FOREIGN AREA FELLOWSHIP PROGRAM (Joint with the American Council of Learned Societies) Pendleton Herring (chairman), Schuyler C. Wallace (director), Frederick Burkhardt, Chauncy D. Harris, T. Cuyler Young; staff, Dorothy Soderlund, James L. Gould. Continuation of the Foreign Area Fellowship Program during the academic years 1966-69 has been assured by a grant of $4,250,000 from the Ford Foundation to the Social Science Research Council.
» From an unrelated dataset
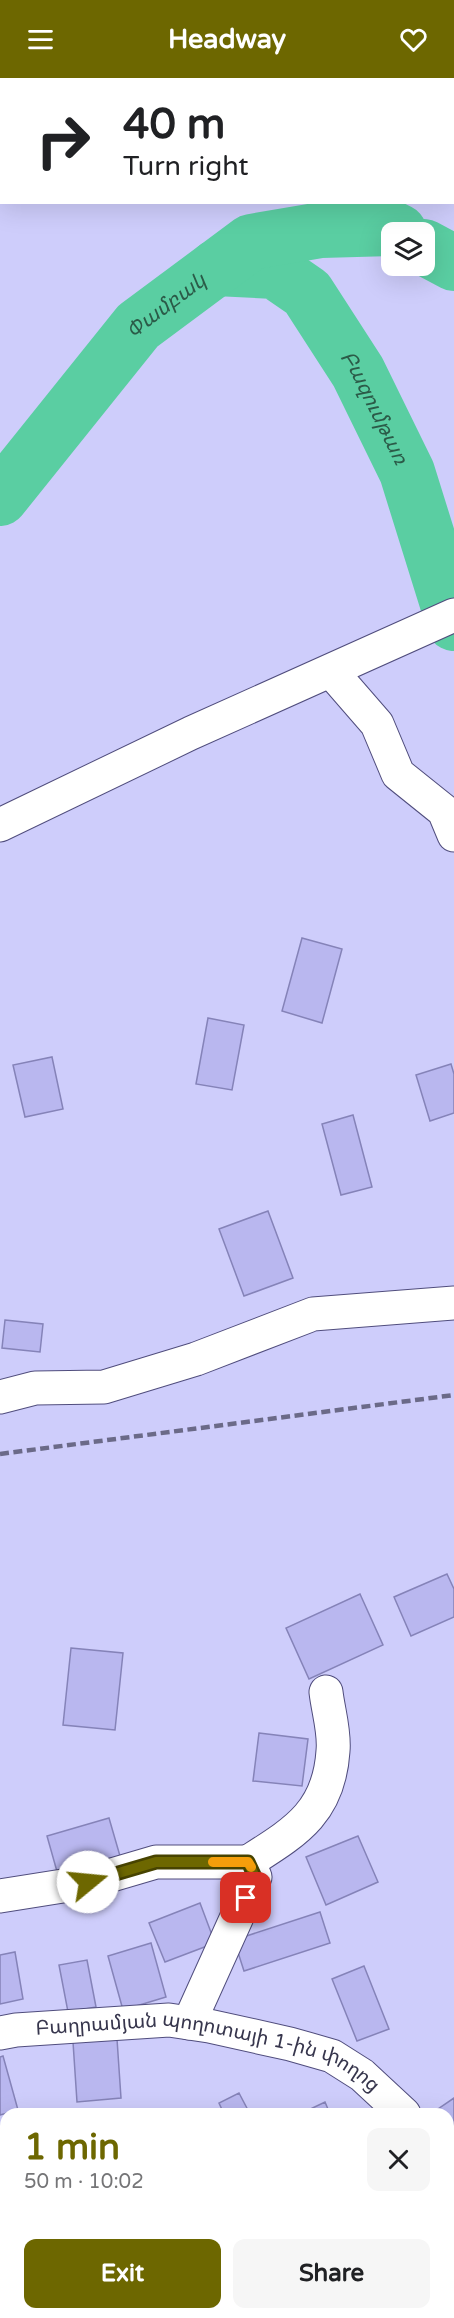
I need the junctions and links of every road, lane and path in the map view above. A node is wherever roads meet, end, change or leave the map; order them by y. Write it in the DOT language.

Brochures describing the fellowships for graduate training in the social sciences and humanities relating to Africa, Asia and the Near East, Latin America, the Soviet Union and East Europe, and Western Europe may be obtained from the office of the Foreign Area Fellowship Program, 444 Madison Avenue, New York, N.Y. 10022.
EXCHANGES WITH ASIAN INSTITUTIONS John K. Fairbank (chairman), George E. Taylor, Edward W. Wagner, C. Martin Wilbur, Mary C. Wright; staff, Bryce Wood.